Die Ursachen von Gewalt sind vielfältig und hängen nicht nur mit dem Brexit zusammen. Seit dem 1. Januar müssen Inspektoren einige Waren überprüfen, die aus Großbritannien in Häfen in Nordirland ankommen. Dies liegt daran, dass Nordirland den EU-Binnenmarktvorschriften folgt und auch einige EU-Zollkontrollen beim Eintreffen britischer Waren durchführen muss. Es ist eigentlich eine Grenze über die Irische See – was Boris Johnson versprochen hat, wird wegen des Brexit niemals passieren. Es bleibt die Frage, wie Lebensmittel in Zukunft in die Supermärkte von Belfast gelangen.
Die britische Regierung musste bereits wichtige “Kulanzfristen” verlängern, um die härtesten EU-Kontrollen bei Waren, die von Großbritannien nach Nordirland transportiert werden, zu verhindern.
Fischergemeinden und -Unternehmen stehen kurz vor dem Ruin
Fischer, die in die EU exportieren, sind seit Inkrafttreten der neuen Vorschriften am 1. Januar von Bürokratie geplagt. Tatsache ist, dass Fisch und Fleisch noch komplexer sind als andere Exportgüter, da sie den Vorschriften für tierische Produkte entsprechen müssen.
Exporteure müssen ein Exportgesundheitszertifikat ausfüllen und ihre Waren an einem EU-Grenzposten überprüfen lassen.
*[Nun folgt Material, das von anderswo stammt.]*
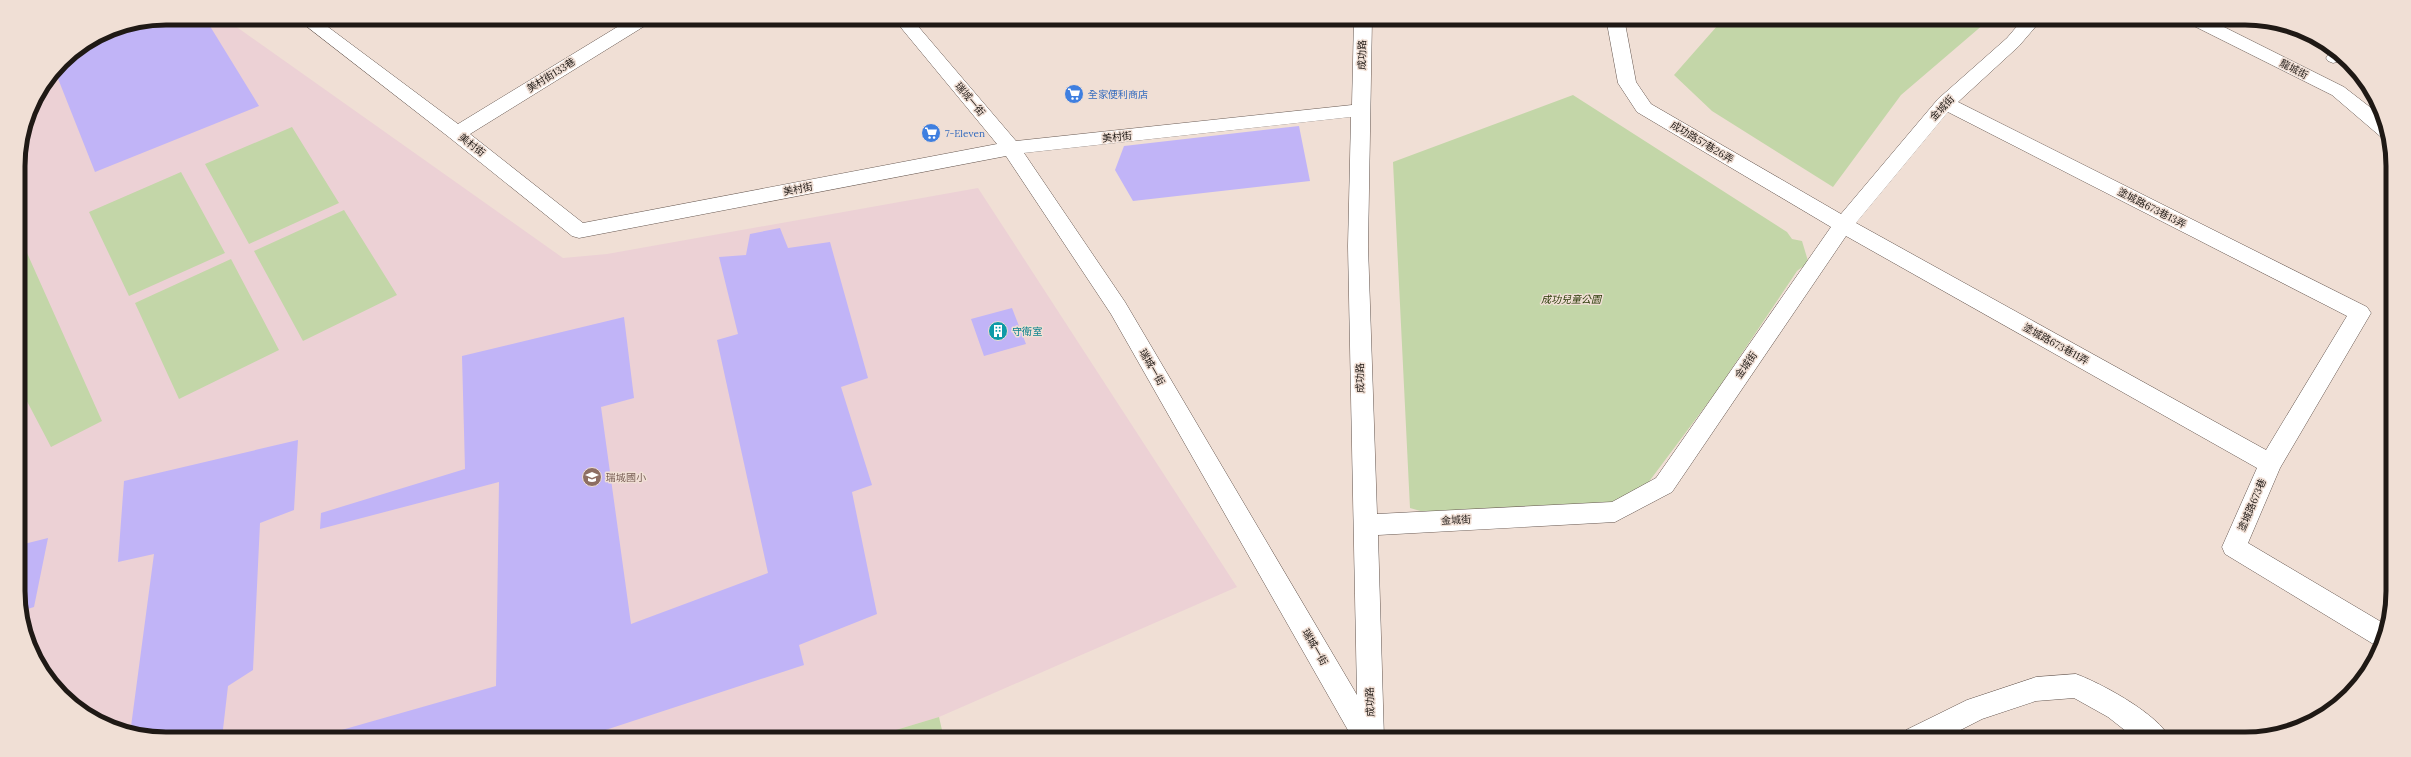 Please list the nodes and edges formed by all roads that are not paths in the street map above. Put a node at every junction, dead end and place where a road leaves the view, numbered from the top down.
1 (314, 25) edge
2 (616, 25) edge
3 (908, 25) edge
4 (1363, 25) edge
5 (1617, 25) edge
6 (2028, 25) edge
7 (2206, 25) edge
8 (1945, 103) junction
9 (1361, 110) junction
10 (2379, 125) edge
11 (457, 133) junction
12 (1011, 148) junction
13 (1842, 225) junction
14 (2360, 313) joint
15 (2270, 464) junction
16 (1364, 525) junction
17 (2379, 634) edge
18 (1364, 732) edge
19 (1371, 732) edge
20 (1929, 732) edge
21 (2148, 732) edge

1 - 11 street, 美村街
2 - 11 street, 美村街133巷
3 - 12 street, 瑞城一街
4 - 9 street, 成功路
5 - 13 street, 成功路57巷26弄
6 - 8 street, 金城街
7 - 10 street, 龍城街
8 - 13 street, 金城街
8 - 14 street, 塗城路673巷13弄
9 - 12 street, 美村街
9 - 16 street, 成功路
11 - 12 street, 美村街
12 - 18 street, 瑞城一街
13 - 15 street, 塗城路673巷11弄
13 - 16 street, 金城街
14 - 15 street, 塗城路673巷
15 - 17 street, 塗城路673巷
16 - 19 street, 成功路
20 - 21 street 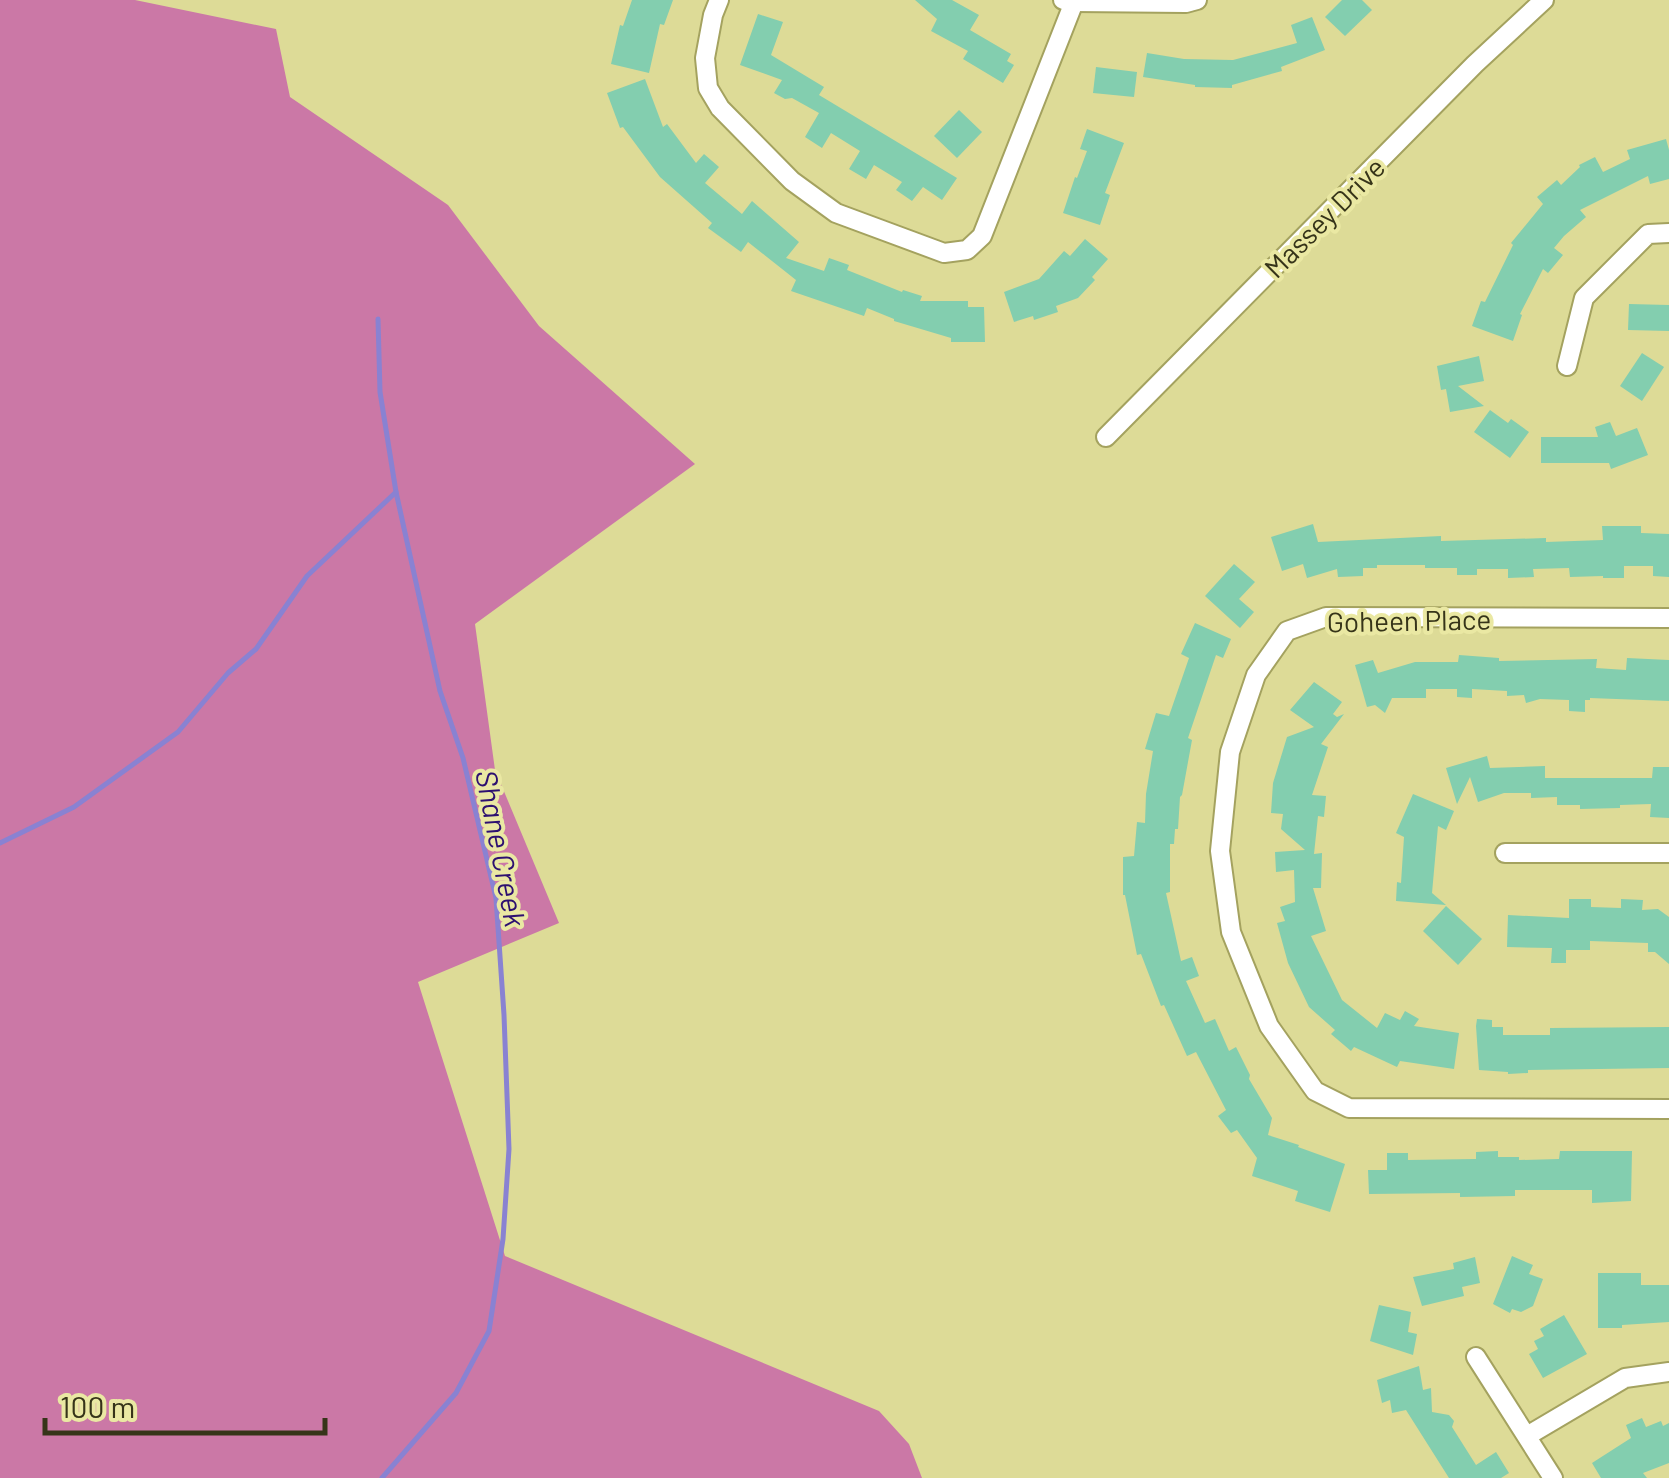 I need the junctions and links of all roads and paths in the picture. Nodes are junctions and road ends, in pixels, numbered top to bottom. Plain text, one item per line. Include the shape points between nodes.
1 (719, 0) edge
2 (1198, 0) edge
3 (1544, 0) edge
4 (1068, 1) edge
5 (1669, 232) edge
6 (1567, 366) dead end
7 (1106, 438) dead end
8 (1669, 618) edge
9 (1505, 853) dead end
10 (1669, 853) edge
11 (1669, 1109) edge
12 (1476, 1357) dead end
13 (1669, 1372) edge
14 (1527, 1436) junction
15 (1553, 1478) edge

1 - 4 street via 705,58 708,88 720,108 792,181 836,213 944,253 967,250 982,236
2 - 4 street
3 - 7 street, Massey Drive
5 - 6 street via 1648,234 1584,298
8 - 11 street, Goheen Place via 1326,617 1287,631 1256,675 1230,752 1220,851 1231,932 1269,1026 1315,1091 1349,1108
9 - 10 street
12 - 14 street
13 - 14 street via 1626,1378
14 - 15 street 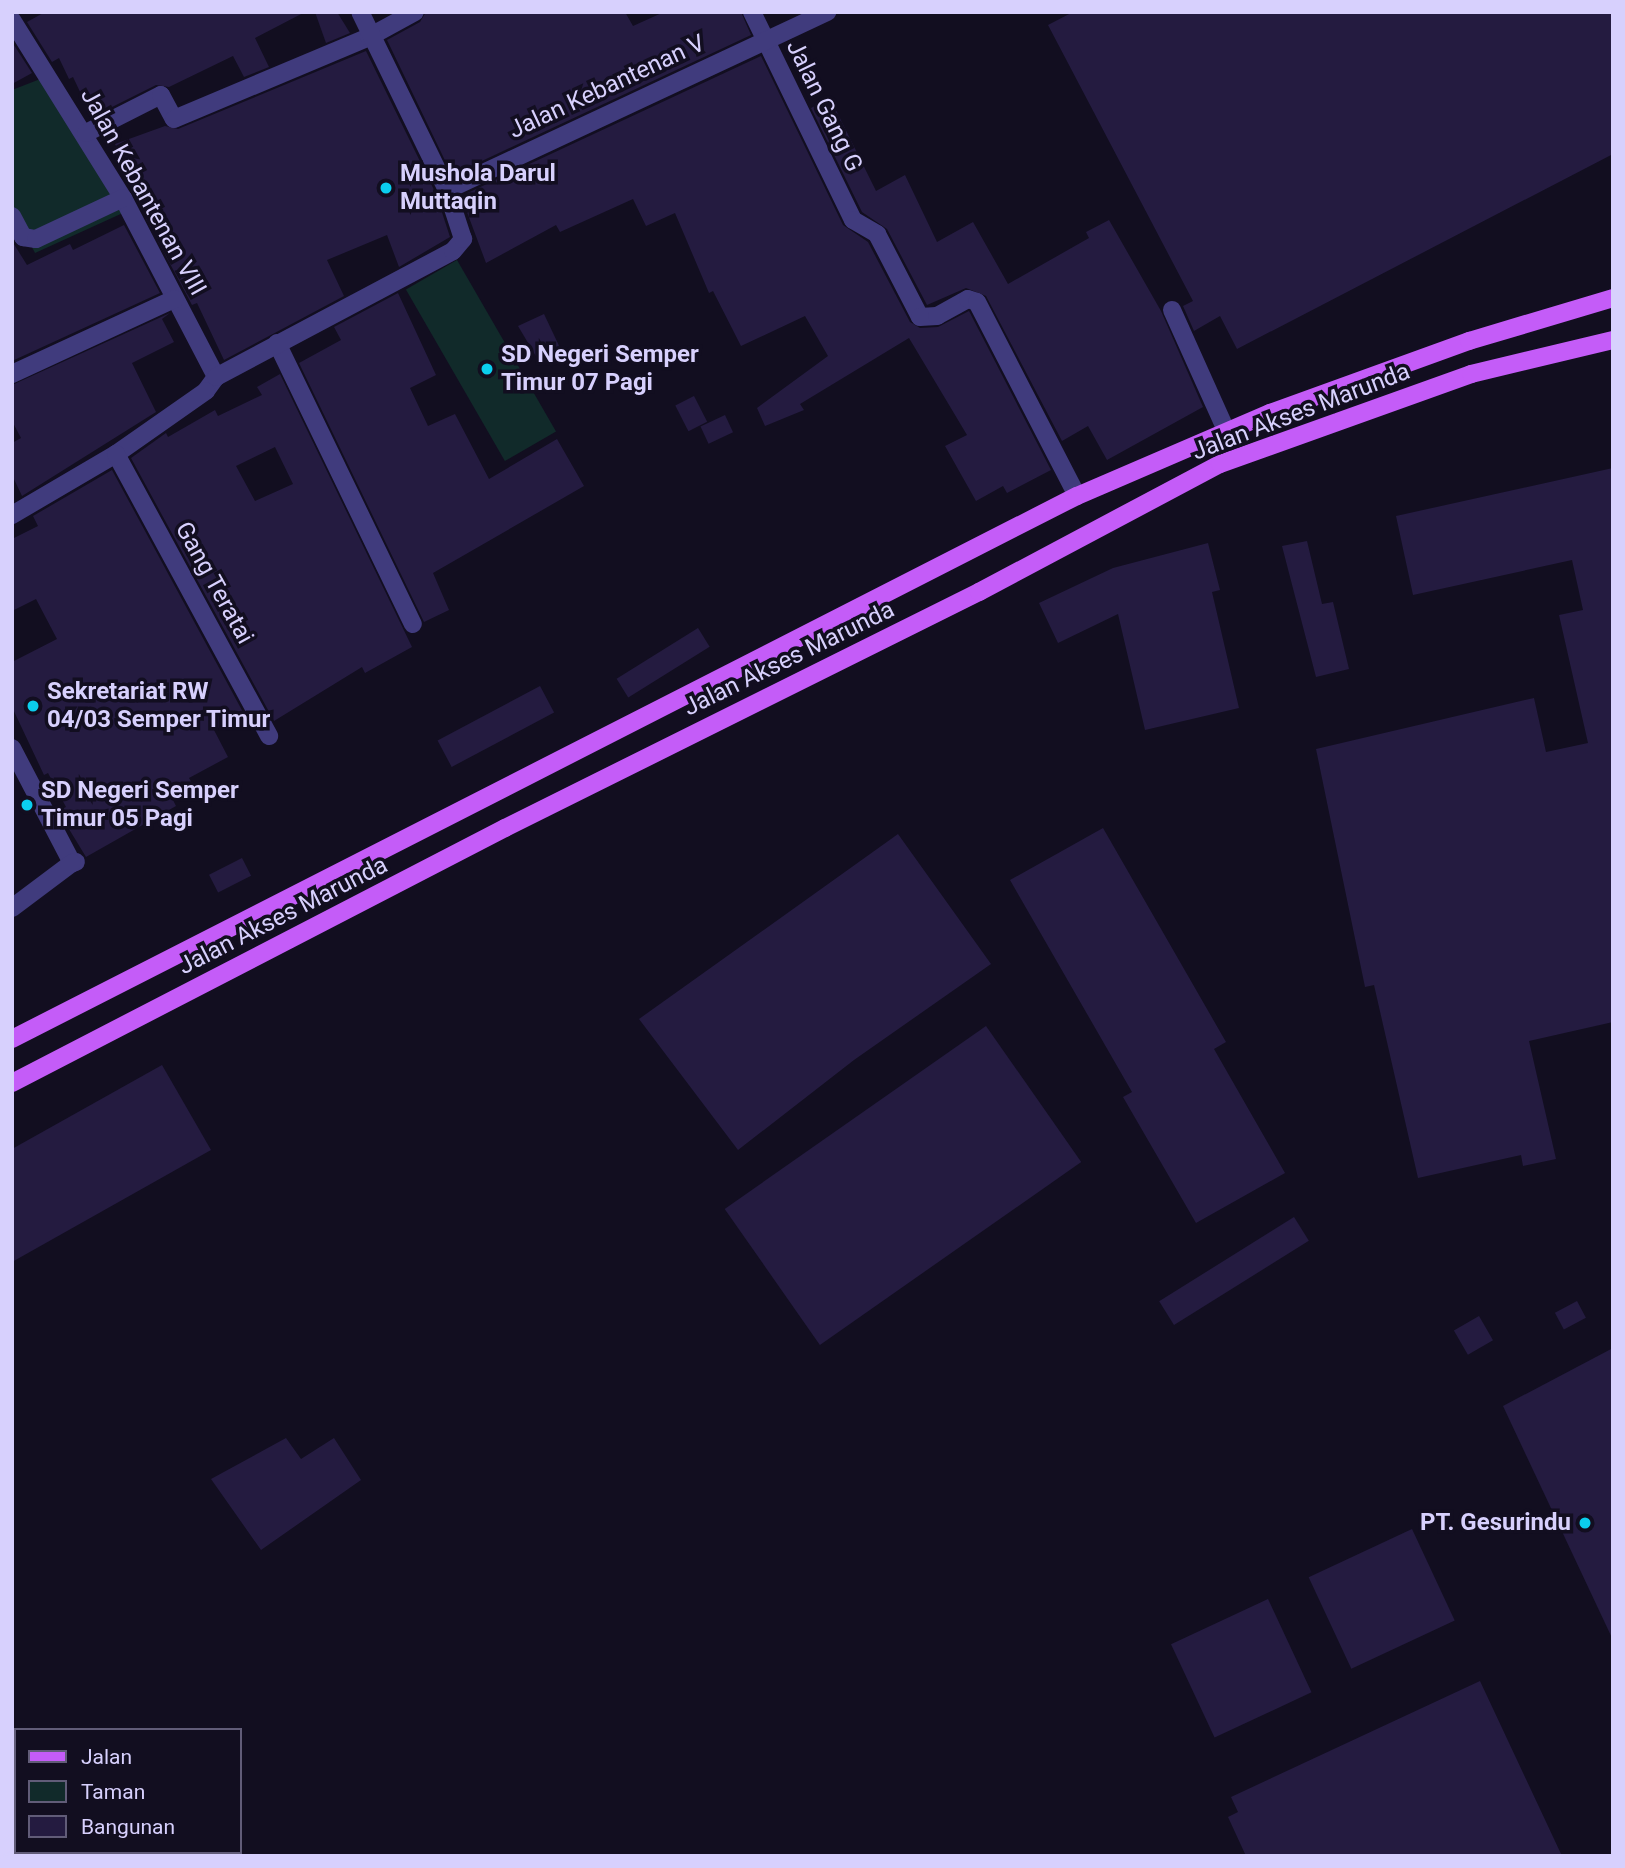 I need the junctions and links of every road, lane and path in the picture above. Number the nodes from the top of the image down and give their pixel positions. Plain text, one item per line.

Gekühltes Hackfleisch und Würstchen sind vollständig vom Export ausgeschlossen, daher liegt der Schwerpunkt auf der Fischereiindustrie mit ihren leicht verderblichen Produkten.
Wie sind die Aussichten?
Nach 47 Jahren Zusammenarbeit gelang es beiden Seiten, sich innerhalb weniger Wochen gegenseitig für Vertragsbruch und Feindseligkeit verantwortlich zu machen, obwohl sie weiterhin voneinander abhängig sind. Der Handelspakt muss noch von der EU ratifiziert werden – er wird nur vorübergehend aufgrund eines Last-Minute-Abkommens angewendet – und das Europäische Parlament verknüpft nun seine Zustimmung mit der Beilegung des Streits in Nordirland.
Wie ernst die Bedrohung ist, bleibt unklar, aber nichts deutet auf eine gute Stimmung hin. Der Zugang der EU zu britischen Finanzdienstleistungen bleibt ebenfalls unklar. Großbritanniens Beziehung zu Europa wird wahrscheinlich noch lange ungelöst bleiben, aber eines Tages endet alles. Einige vermuten, dass die Situation nach den Wahlen in Großbritannien im Jahr 2024 ganz oder teilweise gelöst sein wird.